以上のような状況をふまえ、社会が大きく変化するなかでの船競漕の実情を概略述べてみたい。

船競漕を支えてきたのは、わが国では農村よりも漁村社会である。そして漁村社会は農村社会にくらべ、これまでの伝統的社会の習慣をひきついできた。しかし、高度経済成長などによる社会構造の変化は第1次産業の構造的減少をもたらし、農村とともに漁村社会を大きく変貌させた。このような社会構造の変化と漁業資源の枯渇は一気に漁村社会の衰退をもたらし、伝統的に継承されてきた船競漕文化も危機に瀕している。

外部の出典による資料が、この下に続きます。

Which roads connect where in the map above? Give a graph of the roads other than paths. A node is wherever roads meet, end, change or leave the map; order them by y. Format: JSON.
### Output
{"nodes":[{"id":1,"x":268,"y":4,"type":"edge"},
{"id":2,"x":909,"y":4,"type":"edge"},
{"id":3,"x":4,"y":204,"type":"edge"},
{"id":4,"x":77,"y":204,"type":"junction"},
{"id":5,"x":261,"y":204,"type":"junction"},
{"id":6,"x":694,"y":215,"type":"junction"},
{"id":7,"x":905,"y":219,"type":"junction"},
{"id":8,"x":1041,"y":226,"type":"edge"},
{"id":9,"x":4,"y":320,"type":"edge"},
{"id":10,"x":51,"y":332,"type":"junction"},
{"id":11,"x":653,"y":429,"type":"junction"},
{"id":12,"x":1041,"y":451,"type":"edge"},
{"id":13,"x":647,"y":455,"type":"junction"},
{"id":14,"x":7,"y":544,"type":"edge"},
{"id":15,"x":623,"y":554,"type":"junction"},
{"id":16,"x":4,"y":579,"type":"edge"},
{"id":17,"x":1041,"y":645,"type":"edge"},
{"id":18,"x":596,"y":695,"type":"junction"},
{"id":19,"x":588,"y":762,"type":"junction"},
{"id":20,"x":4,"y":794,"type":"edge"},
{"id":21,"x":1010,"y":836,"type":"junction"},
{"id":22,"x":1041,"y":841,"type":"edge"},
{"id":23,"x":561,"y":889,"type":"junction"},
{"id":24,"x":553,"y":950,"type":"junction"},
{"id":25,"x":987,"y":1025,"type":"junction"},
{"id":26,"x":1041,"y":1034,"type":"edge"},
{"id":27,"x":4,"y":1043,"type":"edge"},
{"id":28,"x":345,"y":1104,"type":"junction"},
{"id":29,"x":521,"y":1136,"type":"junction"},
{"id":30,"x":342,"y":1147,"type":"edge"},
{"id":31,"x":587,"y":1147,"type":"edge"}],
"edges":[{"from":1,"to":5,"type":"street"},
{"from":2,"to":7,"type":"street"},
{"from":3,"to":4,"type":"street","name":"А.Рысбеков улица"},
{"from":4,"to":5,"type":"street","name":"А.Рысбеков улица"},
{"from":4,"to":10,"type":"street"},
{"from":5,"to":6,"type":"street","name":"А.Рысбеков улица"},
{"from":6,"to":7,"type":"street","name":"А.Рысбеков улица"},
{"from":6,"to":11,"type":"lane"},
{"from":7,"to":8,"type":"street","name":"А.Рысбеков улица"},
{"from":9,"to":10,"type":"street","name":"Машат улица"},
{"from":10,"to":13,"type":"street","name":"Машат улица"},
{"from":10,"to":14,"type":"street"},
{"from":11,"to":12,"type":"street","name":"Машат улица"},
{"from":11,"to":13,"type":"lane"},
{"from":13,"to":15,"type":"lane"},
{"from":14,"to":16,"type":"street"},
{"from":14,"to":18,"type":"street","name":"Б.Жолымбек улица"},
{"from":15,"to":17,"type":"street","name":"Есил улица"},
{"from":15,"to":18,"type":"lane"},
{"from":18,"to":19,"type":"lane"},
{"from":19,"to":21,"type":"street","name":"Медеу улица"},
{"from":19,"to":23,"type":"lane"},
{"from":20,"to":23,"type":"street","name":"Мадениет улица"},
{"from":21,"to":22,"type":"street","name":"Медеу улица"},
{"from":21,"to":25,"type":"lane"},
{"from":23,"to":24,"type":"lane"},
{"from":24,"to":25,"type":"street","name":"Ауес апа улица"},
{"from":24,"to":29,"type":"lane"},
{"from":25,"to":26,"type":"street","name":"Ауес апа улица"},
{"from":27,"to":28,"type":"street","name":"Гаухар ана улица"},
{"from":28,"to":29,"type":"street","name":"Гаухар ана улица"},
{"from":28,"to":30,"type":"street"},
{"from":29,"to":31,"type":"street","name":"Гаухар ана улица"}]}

漁業従事者はこれまでおよそ15才になると青年宿や若者宿と称する漁師養成組織に入れられ漁業のあり方をたたき込まれた。そして、そこで学んだ秩序は漁に出る時は船長を頭とするタテの関係であり、陸にあがれば長老を頭とするタテの関係であった。漁村社会はこうした秩序をしっかり堅持した社会であった。したがって船競漕の選手の選出も多くの場合、長老によっておこなわれることが多かった。単に腕力だけで選出するのでなく、ふだんの仕事ぶりも加味されたという。そのため選ばれることは大へん名誉なこととされ、青年らはそのために精進を重ねた。また選ばれることが1人前に認められることになり、それは大人への通過儀礼の一つであった。さらに選ばれたとしてもどの役になるかが大きな関心事であった。つまり、一般に船はカジとりをする艫櫓(艫櫂)役が最も重要であり、次に先頭でみんなの櫓(櫂)拍子とり役である。一番櫓(櫂)がこれにつづいた。これらの役に選出されることは地区の英雄として長く語りつがれたという。